=== Section Start ===
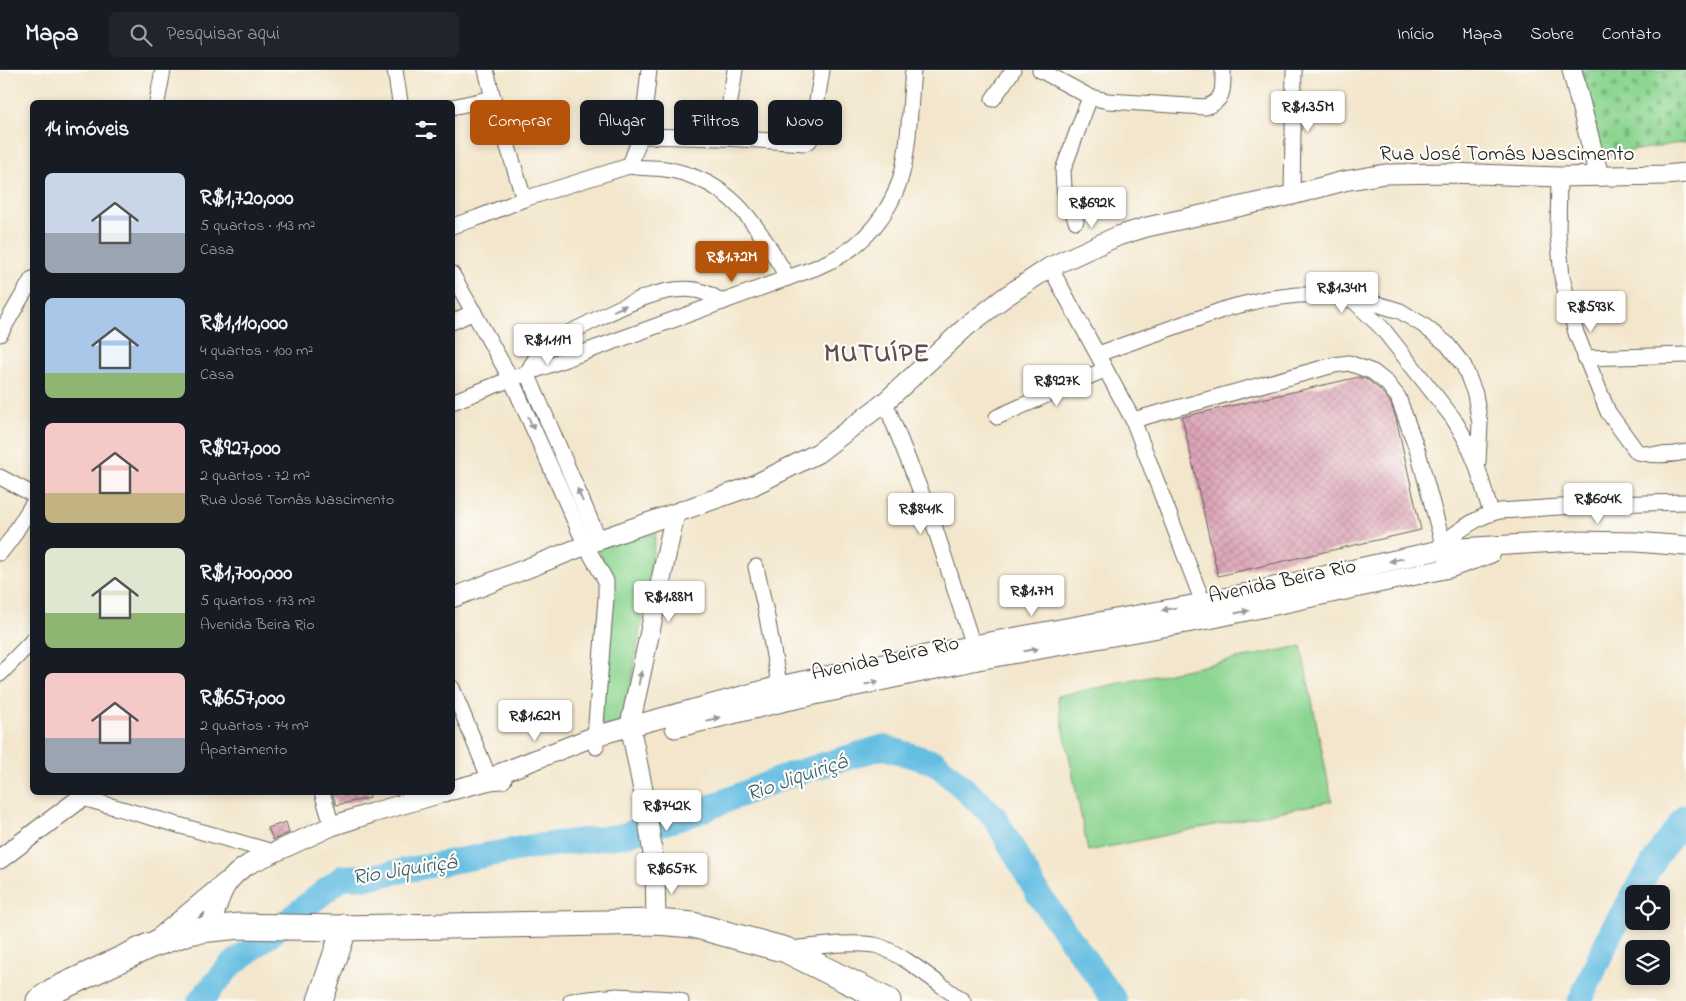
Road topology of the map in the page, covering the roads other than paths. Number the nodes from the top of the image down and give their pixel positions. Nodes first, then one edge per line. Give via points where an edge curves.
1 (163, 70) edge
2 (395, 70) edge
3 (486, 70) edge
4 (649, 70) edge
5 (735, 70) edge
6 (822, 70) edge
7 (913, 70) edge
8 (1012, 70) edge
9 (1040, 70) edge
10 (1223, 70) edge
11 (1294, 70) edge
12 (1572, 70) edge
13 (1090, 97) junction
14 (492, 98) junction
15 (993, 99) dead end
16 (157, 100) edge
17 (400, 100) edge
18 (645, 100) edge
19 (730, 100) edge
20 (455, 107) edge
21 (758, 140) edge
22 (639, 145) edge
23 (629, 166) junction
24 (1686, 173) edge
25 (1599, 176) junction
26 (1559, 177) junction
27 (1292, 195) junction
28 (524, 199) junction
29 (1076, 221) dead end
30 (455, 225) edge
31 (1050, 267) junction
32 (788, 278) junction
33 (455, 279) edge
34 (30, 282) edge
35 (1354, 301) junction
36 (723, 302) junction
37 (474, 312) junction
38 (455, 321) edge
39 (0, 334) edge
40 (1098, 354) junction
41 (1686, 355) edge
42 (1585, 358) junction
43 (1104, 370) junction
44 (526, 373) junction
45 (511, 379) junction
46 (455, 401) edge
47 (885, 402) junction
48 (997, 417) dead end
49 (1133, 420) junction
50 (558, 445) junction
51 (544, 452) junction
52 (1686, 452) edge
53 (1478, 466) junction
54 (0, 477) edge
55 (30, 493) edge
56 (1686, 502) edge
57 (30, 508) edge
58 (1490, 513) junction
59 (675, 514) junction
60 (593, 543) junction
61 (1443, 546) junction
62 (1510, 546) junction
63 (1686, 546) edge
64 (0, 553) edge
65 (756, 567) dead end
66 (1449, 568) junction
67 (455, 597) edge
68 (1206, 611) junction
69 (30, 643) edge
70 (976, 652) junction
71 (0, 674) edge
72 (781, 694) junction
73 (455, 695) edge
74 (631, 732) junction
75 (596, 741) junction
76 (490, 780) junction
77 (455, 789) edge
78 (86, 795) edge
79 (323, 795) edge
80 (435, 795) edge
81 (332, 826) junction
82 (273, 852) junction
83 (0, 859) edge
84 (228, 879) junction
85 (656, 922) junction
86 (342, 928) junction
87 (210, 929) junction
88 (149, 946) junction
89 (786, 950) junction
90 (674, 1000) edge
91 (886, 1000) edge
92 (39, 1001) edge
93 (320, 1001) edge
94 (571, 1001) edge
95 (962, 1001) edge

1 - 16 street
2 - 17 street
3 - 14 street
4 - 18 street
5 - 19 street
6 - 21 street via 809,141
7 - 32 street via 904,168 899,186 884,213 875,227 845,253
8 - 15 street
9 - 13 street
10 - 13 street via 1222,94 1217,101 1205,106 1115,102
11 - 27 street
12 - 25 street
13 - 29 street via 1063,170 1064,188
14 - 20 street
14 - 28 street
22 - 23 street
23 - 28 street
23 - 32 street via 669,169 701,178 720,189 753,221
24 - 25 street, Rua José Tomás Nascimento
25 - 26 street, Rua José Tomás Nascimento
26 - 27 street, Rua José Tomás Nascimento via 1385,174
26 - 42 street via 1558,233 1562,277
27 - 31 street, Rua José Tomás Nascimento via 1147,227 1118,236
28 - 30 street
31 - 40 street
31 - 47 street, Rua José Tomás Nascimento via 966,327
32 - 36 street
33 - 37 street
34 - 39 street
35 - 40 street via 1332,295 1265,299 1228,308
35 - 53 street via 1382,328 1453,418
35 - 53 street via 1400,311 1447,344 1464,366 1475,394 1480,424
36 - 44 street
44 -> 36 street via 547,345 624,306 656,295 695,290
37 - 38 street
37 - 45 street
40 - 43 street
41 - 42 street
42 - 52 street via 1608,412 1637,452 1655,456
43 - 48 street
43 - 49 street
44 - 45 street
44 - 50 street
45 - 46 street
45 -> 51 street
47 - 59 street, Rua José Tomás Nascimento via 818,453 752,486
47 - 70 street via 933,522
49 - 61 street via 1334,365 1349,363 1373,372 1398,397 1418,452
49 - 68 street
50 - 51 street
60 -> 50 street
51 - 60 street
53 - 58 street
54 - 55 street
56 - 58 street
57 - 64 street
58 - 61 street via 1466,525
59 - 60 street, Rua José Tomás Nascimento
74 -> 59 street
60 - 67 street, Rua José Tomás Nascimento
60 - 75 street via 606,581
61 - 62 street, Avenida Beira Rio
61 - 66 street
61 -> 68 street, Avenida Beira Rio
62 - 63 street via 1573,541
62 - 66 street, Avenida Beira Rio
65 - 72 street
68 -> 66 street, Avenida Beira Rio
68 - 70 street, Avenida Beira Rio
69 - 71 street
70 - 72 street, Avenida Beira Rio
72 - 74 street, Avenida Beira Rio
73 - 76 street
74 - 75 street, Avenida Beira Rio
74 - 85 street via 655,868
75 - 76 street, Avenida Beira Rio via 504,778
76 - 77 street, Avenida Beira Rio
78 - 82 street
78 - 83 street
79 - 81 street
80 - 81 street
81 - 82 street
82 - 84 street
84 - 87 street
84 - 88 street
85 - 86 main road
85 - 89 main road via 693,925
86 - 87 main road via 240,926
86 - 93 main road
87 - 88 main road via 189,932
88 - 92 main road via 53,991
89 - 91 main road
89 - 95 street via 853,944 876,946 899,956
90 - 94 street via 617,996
=== Section End ===
EXERCISE INSTRUCTIONS: Write out each entry exactly; any pictures stay out of the copy.

SOLVED EXERCISE:
Road topology of the map in the page, covering the roads other than paths. Number the nodes from the top of the image down and give their pixel positions. Nodes first, then one edge per line. Give via points where an edge curves.
1 (163, 70) edge
2 (395, 70) edge
3 (486, 70) edge
4 (649, 70) edge
5 (735, 70) edge
6 (822, 70) edge
7 (913, 70) edge
8 (1012, 70) edge
9 (1040, 70) edge
10 (1223, 70) edge
11 (1294, 70) edge
12 (1572, 70) edge
13 (1090, 97) junction
14 (492, 98) junction
15 (993, 99) dead end
16 (157, 100) edge
17 (400, 100) edge
18 (645, 100) edge
19 (730, 100) edge
20 (455, 107) edge
21 (758, 140) edge
22 (639, 145) edge
23 (629, 166) junction
24 (1686, 173) edge
25 (1599, 176) junction
26 (1559, 177) junction
27 (1292, 195) junction
28 (524, 199) junction
29 (1076, 221) dead end
30 (455, 225) edge
31 (1050, 267) junction
32 (788, 278) junction
33 (455, 279) edge
34 (30, 282) edge
35 (1354, 301) junction
36 (723, 302) junction
37 (474, 312) junction
38 (455, 321) edge
39 (0, 334) edge
40 (1098, 354) junction
41 (1686, 355) edge
42 (1585, 358) junction
43 (1104, 370) junction
44 (526, 373) junction
45 (511, 379) junction
46 (455, 401) edge
47 (885, 402) junction
48 (997, 417) dead end
49 (1133, 420) junction
50 (558, 445) junction
51 (544, 452) junction
52 (1686, 452) edge
53 (1478, 466) junction
54 (0, 477) edge
55 (30, 493) edge
56 (1686, 502) edge
57 (30, 508) edge
58 (1490, 513) junction
59 (675, 514) junction
60 (593, 543) junction
61 (1443, 546) junction
62 (1510, 546) junction
63 (1686, 546) edge
64 (0, 553) edge
65 (756, 567) dead end
66 (1449, 568) junction
67 (455, 597) edge
68 (1206, 611) junction
69 (30, 643) edge
70 (976, 652) junction
71 (0, 674) edge
72 (781, 694) junction
73 (455, 695) edge
74 (631, 732) junction
75 (596, 741) junction
76 (490, 780) junction
77 (455, 789) edge
78 (86, 795) edge
79 (323, 795) edge
80 (435, 795) edge
81 (332, 826) junction
82 (273, 852) junction
83 (0, 859) edge
84 (228, 879) junction
85 (656, 922) junction
86 (342, 928) junction
87 (210, 929) junction
88 (149, 946) junction
89 (786, 950) junction
90 (674, 1000) edge
91 (886, 1000) edge
92 (39, 1001) edge
93 (320, 1001) edge
94 (571, 1001) edge
95 (962, 1001) edge

1 - 16 street
2 - 17 street
3 - 14 street
4 - 18 street
5 - 19 street
6 - 21 street via 809,141
7 - 32 street via 904,168 899,186 884,213 875,227 845,253
8 - 15 street
9 - 13 street
10 - 13 street via 1222,94 1217,101 1205,106 1115,102
11 - 27 street
12 - 25 street
13 - 29 street via 1063,170 1064,188
14 - 20 street
14 - 28 street
22 - 23 street
23 - 28 street
23 - 32 street via 669,169 701,178 720,189 753,221
24 - 25 street, Rua José Tomás Nascimento
25 - 26 street, Rua José Tomás Nascimento
26 - 27 street, Rua José Tomás Nascimento via 1385,174
26 - 42 street via 1558,233 1562,277
27 - 31 street, Rua José Tomás Nascimento via 1147,227 1118,236
28 - 30 street
31 - 40 street
31 - 47 street, Rua José Tomás Nascimento via 966,327
32 - 36 street
33 - 37 street
34 - 39 street
35 - 40 street via 1332,295 1265,299 1228,308
35 - 53 street via 1382,328 1453,418
35 - 53 street via 1400,311 1447,344 1464,366 1475,394 1480,424
36 - 44 street
44 -> 36 street via 547,345 624,306 656,295 695,290
37 - 38 street
37 - 45 street
40 - 43 street
41 - 42 street
42 - 52 street via 1608,412 1637,452 1655,456
43 - 48 street
43 - 49 street
44 - 45 street
44 - 50 street
45 - 46 street
45 -> 51 street
47 - 59 street, Rua José Tomás Nascimento via 818,453 752,486
47 - 70 street via 933,522
49 - 61 street via 1334,365 1349,363 1373,372 1398,397 1418,452
49 - 68 street
50 - 51 street
60 -> 50 street
51 - 60 street
53 - 58 street
54 - 55 street
56 - 58 street
57 - 64 street
58 - 61 street via 1466,525
59 - 60 street, Rua José Tomás Nascimento
74 -> 59 street
60 - 67 street, Rua José Tomás Nascimento
60 - 75 street via 606,581
61 - 62 street, Avenida Beira Rio
61 - 66 street
61 -> 68 street, Avenida Beira Rio
62 - 63 street via 1573,541
62 - 66 street, Avenida Beira Rio
65 - 72 street
68 -> 66 street, Avenida Beira Rio
68 - 70 street, Avenida Beira Rio
69 - 71 street
70 - 72 street, Avenida Beira Rio
72 - 74 street, Avenida Beira Rio
73 - 76 street
74 - 75 street, Avenida Beira Rio
74 - 85 street via 655,868
75 - 76 street, Avenida Beira Rio via 504,778
76 - 77 street, Avenida Beira Rio
78 - 82 street
78 - 83 street
79 - 81 street
80 - 81 street
81 - 82 street
82 - 84 street
84 - 87 street
84 - 88 street
85 - 86 main road
85 - 89 main road via 693,925
86 - 87 main road via 240,926
86 - 93 main road
87 - 88 main road via 189,932
88 - 92 main road via 53,991
89 - 91 main road
89 - 95 street via 853,944 876,946 899,956
90 - 94 street via 617,996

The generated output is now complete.